Publication Date : 27-02-2013


Taiwan's Legislature agreed yesterday to freeze construction on the Fourth Nuclear Power Plant, until its fate is put to a national referendum.

After hours of cross-party negotiations, lawmakers ruled to shelve debates on the plant's budget and called a halt to all work on the plant besides safety testing.

No construction such as fuel rod installation is permitted on the project until a national referendum, according to Legislative Speaker Wang Jin-pyng.

Ruling and opposition caucuses will both commission professionals to oversee the halt.

Project manager Taipower responded that they respect the Legislative Yuan's decision.

Earlier this week, Premier Jiang Yi-huah called for a national referendum on the controversial public project. If the Legislative Yuan adopts the plan, a referendum can be held as early as July.


Earlier yesterday, some lawmakers were at work devising questions for the referendum.

The Kuomintang (KMT) caucus will allow three to five of its legislators to submit different questions within the next few days, in the interest of regional equality and fair representation, said KMT Secretary-General Lai Shyh-bao.

“Specific phrasings are still under review,” but all versions will share a design: Questions will ask voters if they support shutting down the construction on the Fourth Nuclear Power Plant.

The fate of the Fourth Nuclear Power Plant may come down to semantics. Under the KMT's proposal, work on the plant will continue if the referendum fails due to low turnout. Since 2004, Taiwan has conducted six national referendums, all of which were rendered invalid due to low turnout.

DPP Version

Meanwhile, the major opposition party was drafting its own referendum bill.

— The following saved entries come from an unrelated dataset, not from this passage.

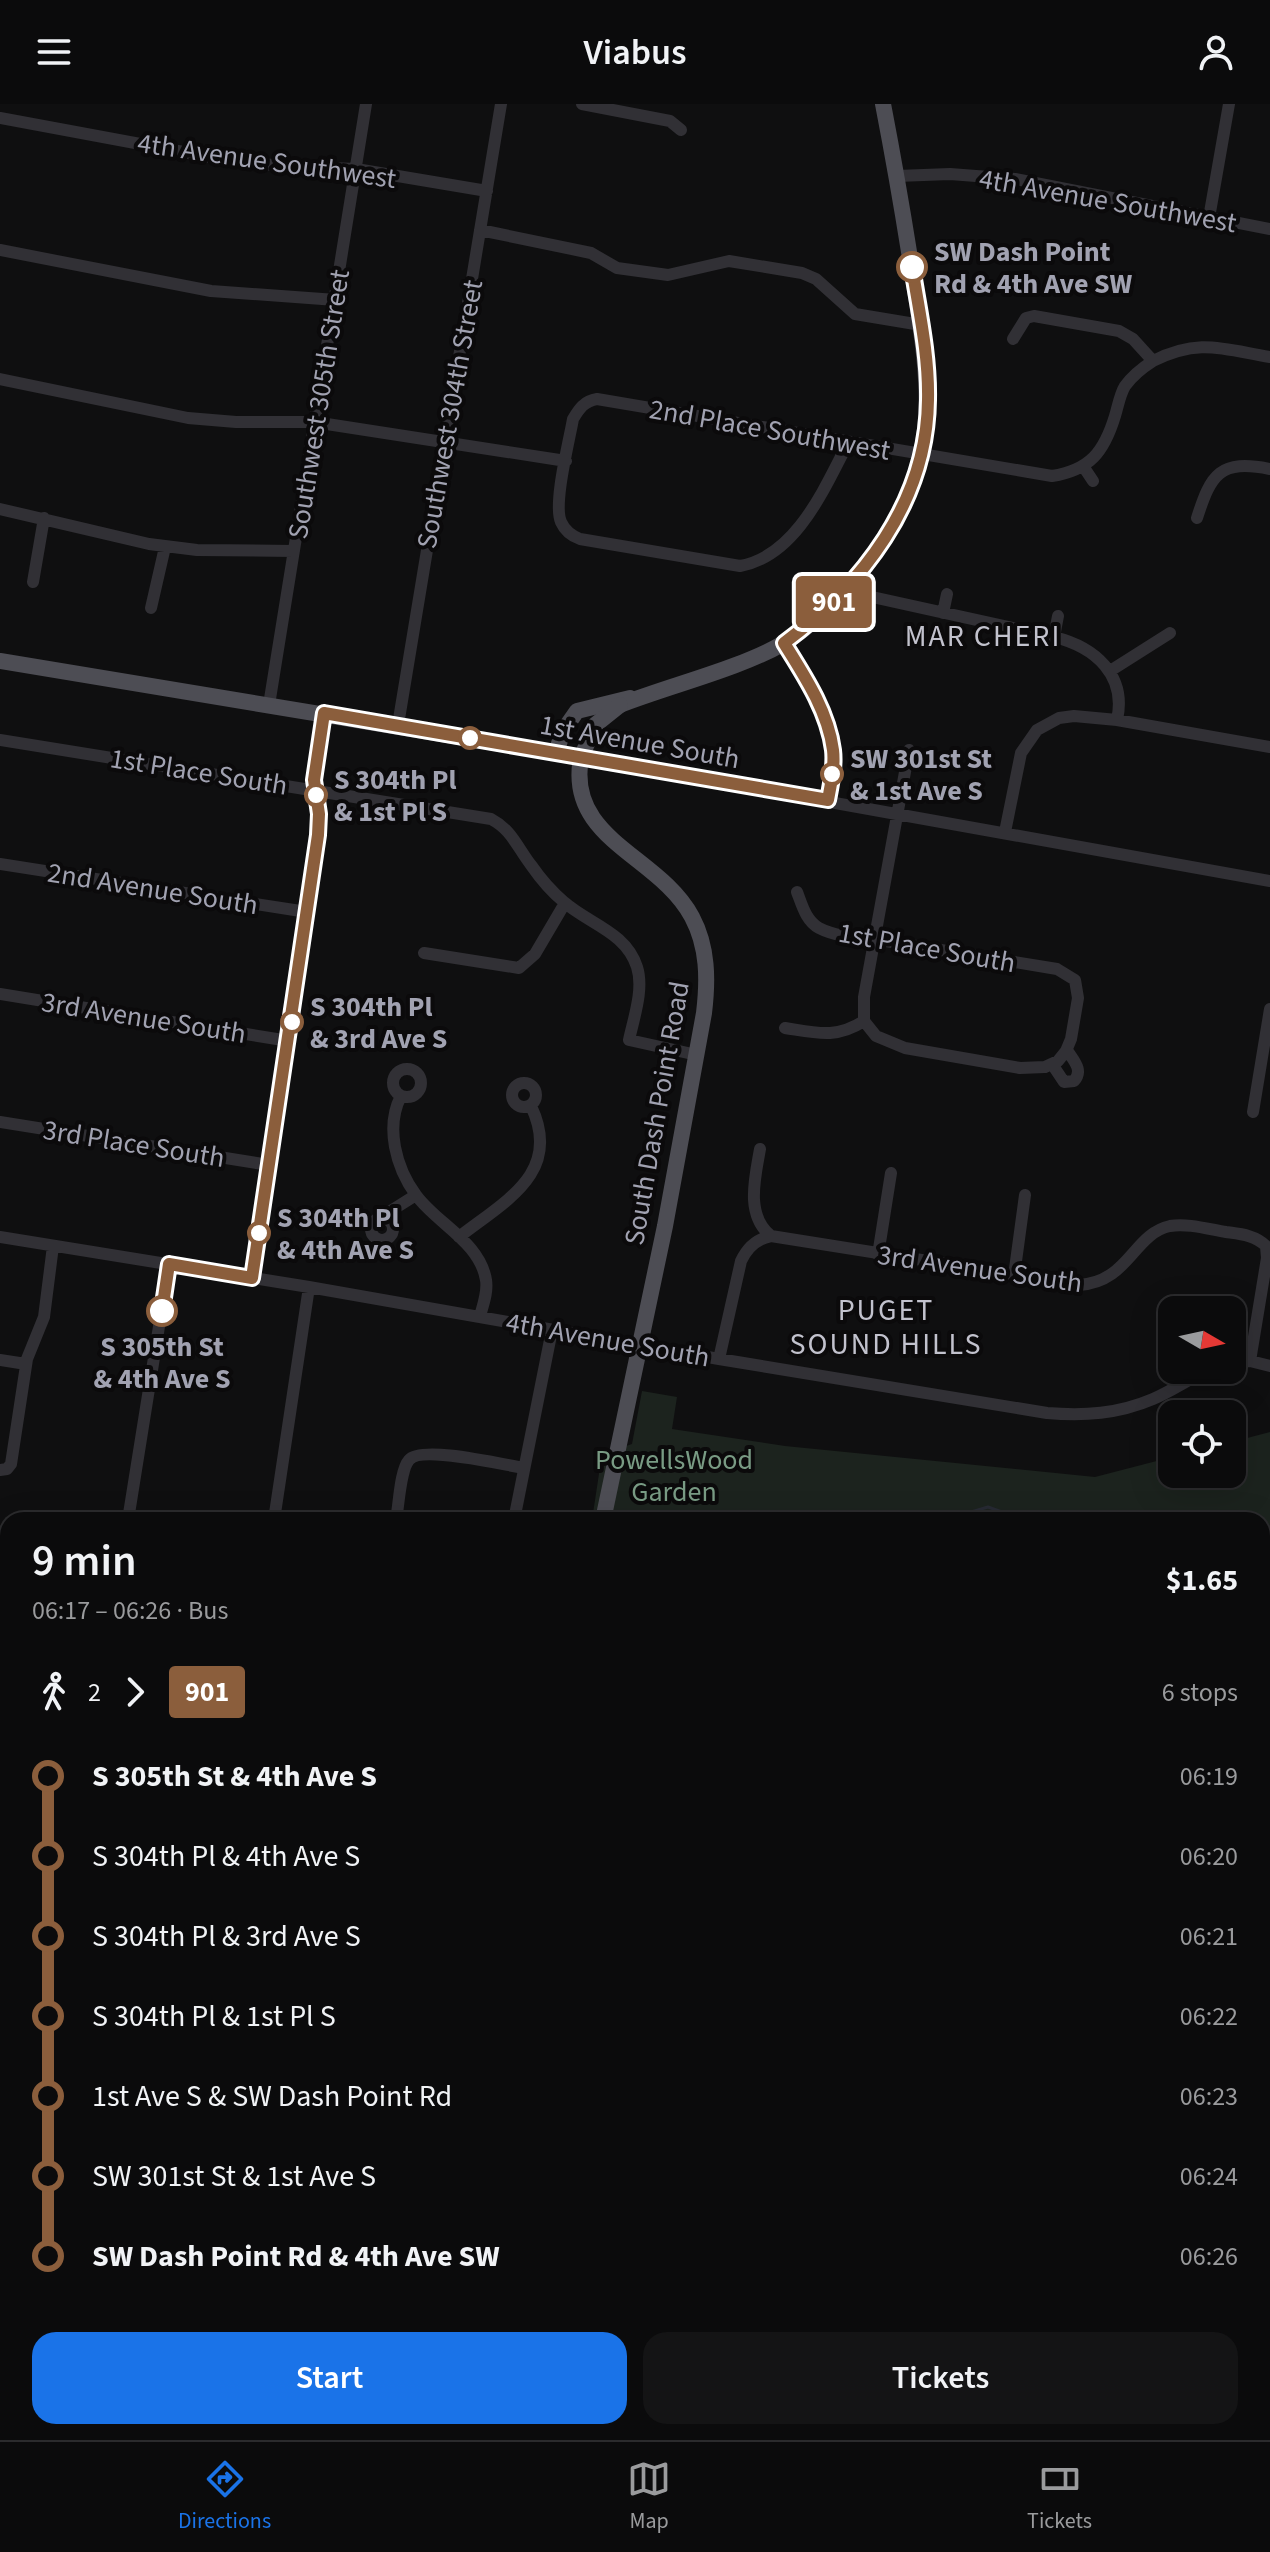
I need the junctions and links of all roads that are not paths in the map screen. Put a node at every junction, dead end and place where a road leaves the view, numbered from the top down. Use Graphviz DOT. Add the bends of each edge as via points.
graph roads {
  1 [pos="366,104"];
  2 [pos="501,104"];
  3 [pos="582,104"];
  4 [pos="883,104"];
  5 [pos="1229,104"];
  6 [pos="0,118"];
  7 [pos="681,130"];
  8 [pos="356,169"];
  9 [pos="897,176"];
  10 [pos="487,191"];
  11 [pos="1209,218"];
  12 [pos="1270,229"];
  13 [pos="480,230"];
  14 [pos="0,250"];
  15 [pos="336,300"];
  16 [pos="921,325"];
  17 [pos="1013,339"];
  18 [pos="1270,357"];
  19 [pos="1153,361"];
  20 [pos="0,379"];
  21 [pos="314,422"];
  22 [pos="444,442"];
  23 [pos="848,443"];
  24 [pos="922,455"];
  25 [pos="566,461"];
  26 [pos="1083,466"];
  27 [pos="1270,469"];
  28 [pos="1093,481"];
  29 [pos="0,509"];
  30 [pos="44,518"];
  31 [pos="1197,518"];
  32 [pos="165,547"];
  33 [pos="294,551"];
  34 [pos="33,582"];
  35 [pos="845,591"];
  36 [pos="947,594"];
  37 [pos="151,608"];
  38 [pos="943,613"];
  39 [pos="1058,616"];
  40 [pos="1170,633"];
  41 [pos="1054,637"];
  42 [pos="784,643"];
  43 [pos="0,661"];
  44 [pos="1110,671"];
  45 [pos="648,694"];
  46 [pos="269,705"];
  47 [pos="324,713"];
  48 [pos="1117,720"];
  49 [pos="398,725"];
  50 [pos="0,740"];
  51 [pos="1270,747"];
  52 [pos="909,750"];
  53 [pos="556,753"];
  54 [pos="314,790"];
  55 [pos="828,800"];
  56 [pos="897,813"];
  57 [pos="1005,832"];
  58 [pos="0,864"];
  59 [pos="1270,881"];
  60 [pos="797,892"];
  61 [pos="565,903"];
  62 [pos="307,912"];
  63 [pos="874,939"];
  64 [pos="424,953"];
  65 [pos="0,994"];
  66 [pos="1270,1009"];
  67 [pos="864,1021"];
  68 [pos="785,1028"];
  69 [pos="289,1041"];
  70 [pos="697,1055"];
  71 [pos="1059,1058"];
  72 [pos="401,1096"];
  73 [pos="531,1106"];
  74 [pos="1253,1112"];
  75 [pos="0,1122"];
  76 [pos="760,1149"];
  77 [pos="269,1165"];
  78 [pos="891,1173"];
  79 [pos="416,1195"];
  80 [pos="1025,1195"];
  81 [pos="384,1218"];
  82 [pos="771,1236"];
  83 [pos="0,1237"];
  84 [pos="459,1237"];
  85 [pos="53,1246"];
  86 [pos="878,1255"];
  87 [pos="169,1264"];
  88 [pos="1014,1276"];
  89 [pos="252,1278"];
  90 [pos="309,1287"];
  91 [pos="480,1316"];
  92 [pos="552,1330"];
  93 [pos="638,1345"];
  94 [pos="719,1359"];
  95 [pos="0,1360"];
  96 [pos="1246,1361"];
  97 [pos="1250,1361"];
  98 [pos="26,1364"];
  99 [pos="1270,1366"];
  100 [pos="1182,1384"];
  101 [pos="524,1468"];
  102 [pos="4,1469"];
  103 [pos="129,1512"];
  104 [pos="275,1512"];
  105 [pos="397,1512"];
  106 [pos="516,1512"];
  107 [pos="605,1512"];
  1 -- 8 [label="street, Southwest 305th Street"];
  2 -- 10 [label="street, Southwest 304th Street"];
  3 -- 7 [label="street" via="670,121"];
  4 -- 9 [label="main road"];
  5 -- 11 [label="street"];
  6 -- 8 [label="street, 4th Avenue Southwest" via="242,162"];
  8 -- 10 [label="street, 4th Avenue Southwest"];
  8 -- 15 [label="street, Southwest 305th Street"];
  9 -- 11 [label="street, 4th Avenue Southwest" via="1015,179"];
  9 -- 16 [label="main road"];
  10 -- 13 [label="street, Southwest 304th Street"];
  11 -- 12 [label="street, 4th Avenue Southwest"];
  13 -- 16 [label="street" via="591,253 617,268 668,275 729,261 802,273 855,314"];
  13 -- 22 [label="street, Southwest 304th Street"];
  14 -- 15 [label="street" via="211,291"];
  15 -- 21 [label="street, Southwest 305th Street"];
  16 -- 24 [label="main road" via="928,402"];
  17 -- 19 [label="street" via="1026,318 1034,316 1119,331"];
  18 -- 19 [label="street" via="1203,346 1185,347"];
  19 -- 26 [label="street" via="1123,389 1105,445"];
  20 -- 21 [label="street" via="188,418"];
  21 -- 22 [label="street"];
  21 -- 33 [label="street, Southwest 305th Street"];
  22 -- 25 [label="street"];
  22 -- 49 [label="street, Southwest 304th Street"];
  23 -- 24 [label="street, 2nd Place Southwest"];
  23 -- 25 [label="street, 2nd Place Southwest" via="597,399 584,403 573,419"];
  23 -- 25 [label="street" via="819,500 788,538 761,560 740,566 580,539 563,527 559,513"];
  24 -- 26 [label="street, 2nd Place Southwest" via="1038,475"];
  24 -- 35 [label="main road" via="895,523"];
  26 -- 28 [label="street"];
  27 -- 31 [label="street" via="1227,468 1208,484"];
  29 -- 30 [label="street"];
  30 -- 32 [label="street"];
  30 -- 34 [label="street"];
  32 -- 33 [label="street"];
  32 -- 37 [label="street"];
  33 -- 46 [label="street, Southwest 305th Street"];
  35 -- 38 [label="street"];
  35 -- 42 [label="main road"];
  36 -- 38 [label="street"];
  38 -- 41 [label="street"];
  39 -- 41 [label="street"];
  40 -- 44 [label="street"];
  41 -- 44 [label="street" via="1084,647"];
  42 -- 45 [label="main road"];
  42 -- 55 [label="street" via="825,720 833,751"];
  43 -- 46 [label="main road, 1st Avenue South"];
  44 -- 48 [label="street" via="1119,698"];
  45 -- 53 [label="main road" via="577,711"];
  45 -- 70 [label="main road, South Dash Point Road, bridge" via="620,705 595,725 581,758 580,786 587,810 609,838 667,883 691,916 706,958"];
  46 -- 47 [label="main road, 1st Avenue South"];
  47 -- 49 [label="main road, 1st Avenue South"];
  47 -- 54 [label="street"];
  48 -- 51 [label="street"];
  48 -- 57 [label="street" via="1068,716 1037,730 1017,763"];
  49 -- 53 [label="main road, 1st Avenue South"];
  50 -- 54 [label="street, 1st Place South"];
  52 -- 56 [label="street"];
  53 -- 55 [label="street, 1st Avenue South"];
  54 -- 61 [label="street, 1st Place South" via="491,819 505,827"];
  54 -- 62 [label="street" via="318,835"];
  55 -- 56 [label="street, 1st Avenue South"];
  56 -- 57 [label="street, 1st Avenue South"];
  56 -- 63 [label="street"];
  57 -- 59 [label="street, 1st Avenue South"];
  58 -- 62 [label="street, 2nd Avenue South"];
  60 -- 63 [label="street, 1st Place South" via="808,918 819,928"];
  61 -- 64 [label="street" via="535,954 519,968"];
  61 -- 70 [label="street, 1st Place South" via="630,951 639,986 629,1040"];
  62 -- 69 [label="street"];
  63 -- 67 [label="street"];
  63 -- 71 [label="street, 1st Place South" via="1057,969 1075,980 1078,998 1071,1039"];
  65 -- 69 [label="street, 3rd Avenue South"];
  66 -- 74 [label="street"];
  67 -- 68 [label="street" via="835,1034"];
  67 -- 71 [label="street" via="876,1036 905,1048 1020,1068 1037,1068"];
  69 -- 77 [label="street"];
  70 -- 93 [label="main road, South Dash Point Road"];
  71 -- 71 [label="street" via="1078,1068 1074,1081 1064,1082"];
  72 -- 79 [label="street" via="393,1141"];
  73 -- 84 [label="street" via="542,1138 534,1169 520,1188"];
  75 -- 77 [label="street, 3rd Place South"];
  76 -- 82 [label="street" via="754,1201 758,1220"];
  77 -- 89 [label="street"];
  78 -- 86 [label="street"];
  79 -- 81 [label="street"];
  79 -- 84 [label="street"];
  80 -- 88 [label="street"];
  82 -- 86 [label="street, 3rd Avenue South"];
  82 -- 94 [label="street" via="756,1241 741,1261"];
  83 -- 85 [label="street, 4th Avenue South"];
  84 -- 91 [label="street" via="477,1259 486,1282"];
  85 -- 87 [label="street, 4th Avenue South"];
  85 -- 98 [label="street" via="44,1317"];
  86 -- 88 [label="street, 3rd Avenue South"];
  87 -- 89 [label="street, 4th Avenue South"];
  87 -- 103 [label="street"];
  88 -- 97 [label="street, 3rd Avenue South" via="1060,1284 1095,1283 1119,1269 1153,1235 1175,1226 1249,1236 1263,1242 1267,1253"];
  89 -- 90 [label="street, 4th Avenue South"];
  90 -- 91 [label="street, 4th Avenue South"];
  90 -- 104 [label="street"];
  91 -- 92 [label="street, 4th Avenue South"];
  92 -- 93 [label="street, 4th Avenue South"];
  92 -- 101 [label="street"];
  93 -- 94 [label="street, 4th Avenue South"];
  93 -- 107 [label="main road, South Dash Point Road"];
  94 -- 100 [label="street, 4th Avenue South" via="1075,1415 1134,1406"];
  95 -- 98 [label="street"];
  96 -- 97 [label="street"];
  97 -- 99 [label="street"];
  98 -- 102 [label="street" via="11,1464"];
  101 -- 105 [label="street" via="416,1455 405,1468"];
  101 -- 106 [label="street"];
}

The referendum question should be designed to terminate construction if voter turnout doesn't meet thresholds, said former Democratic Progressive Party (DPP) Tsai Ing-wen.

Taking up Tsai's proposal, DPP Legislator Kao Jyh-peng has drafted the question, “Do you believe the government should complete the construction of Taipower's Fourth Nuclear Power Plant in New Taipei City's Gongliao District?”

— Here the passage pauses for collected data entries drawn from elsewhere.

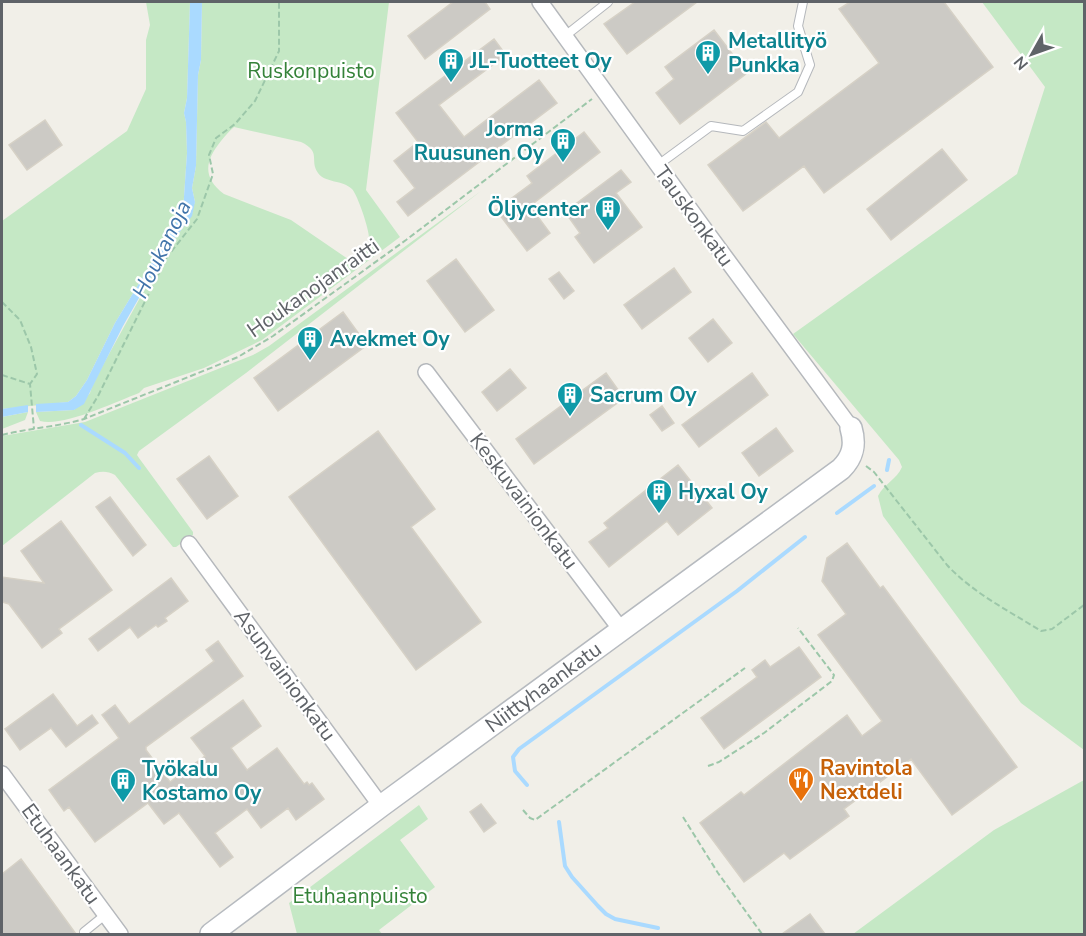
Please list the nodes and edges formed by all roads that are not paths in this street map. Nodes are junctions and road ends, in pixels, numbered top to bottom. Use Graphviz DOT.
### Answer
graph roads {
  1 [pos="540,2"];
  2 [pos="608,2"];
  3 [pos="803,2"];
  4 [pos="565,36"];
  5 [pos="657,165"];
  6 [pos="426,372"];
  7 [pos="851,428"];
  8 [pos="189,544"];
  9 [pos="622,631"];
  10 [pos="2,774"];
  11 [pos="381,806"];
  12 [pos="105,915"];
  13 [pos="84,932"];
  14 [pos="120,934"];
  15 [pos="211,934"];
  1 -- 4 [label="street, Tauskonkatu"];
  2 -- 4 [label="lane"];
  3 -- 5 [label="lane"];
  4 -- 5 [label="street, Tauskonkatu"];
  5 -- 7 [label="street, Tauskonkatu"];
  6 -- 9 [label="street, Keskuvainionkatu"];
  7 -- 9 [label="street, Niittyhaankatu"];
  8 -- 11 [label="street, Asunvainionkatu"];
  9 -- 11 [label="street, Niittyhaankatu"];
  10 -- 12 [label="street, Etuhaankatu"];
  11 -- 15 [label="street, Niittyhaankatu"];
  12 -- 13 [label="lane"];
  12 -- 14 [label="street, Etuhaankatu"];
}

A national referendum is valid only if over 50 per cent of eligible voters cast a ballot. That means 9,150,000 voters must cast a ballot, said a DPP staffer yesterday.

“We didn't need 9 million voters to pick a president, who now steers major national policies like the Fourth Nuclear Power Plant,” said the staffer on condition of anonymity.

“Why is it that when the people choose a political candidate they only need a simple majority, but when it comes to important policy, they need an absolute majority of all eligible voters?” the source continued.

Earlier yesterday, the DPP caucus had boycotted the opening session of the Legislative Yuan, calling for an amendment to the Referendum Act and the immediate halt to plant construction.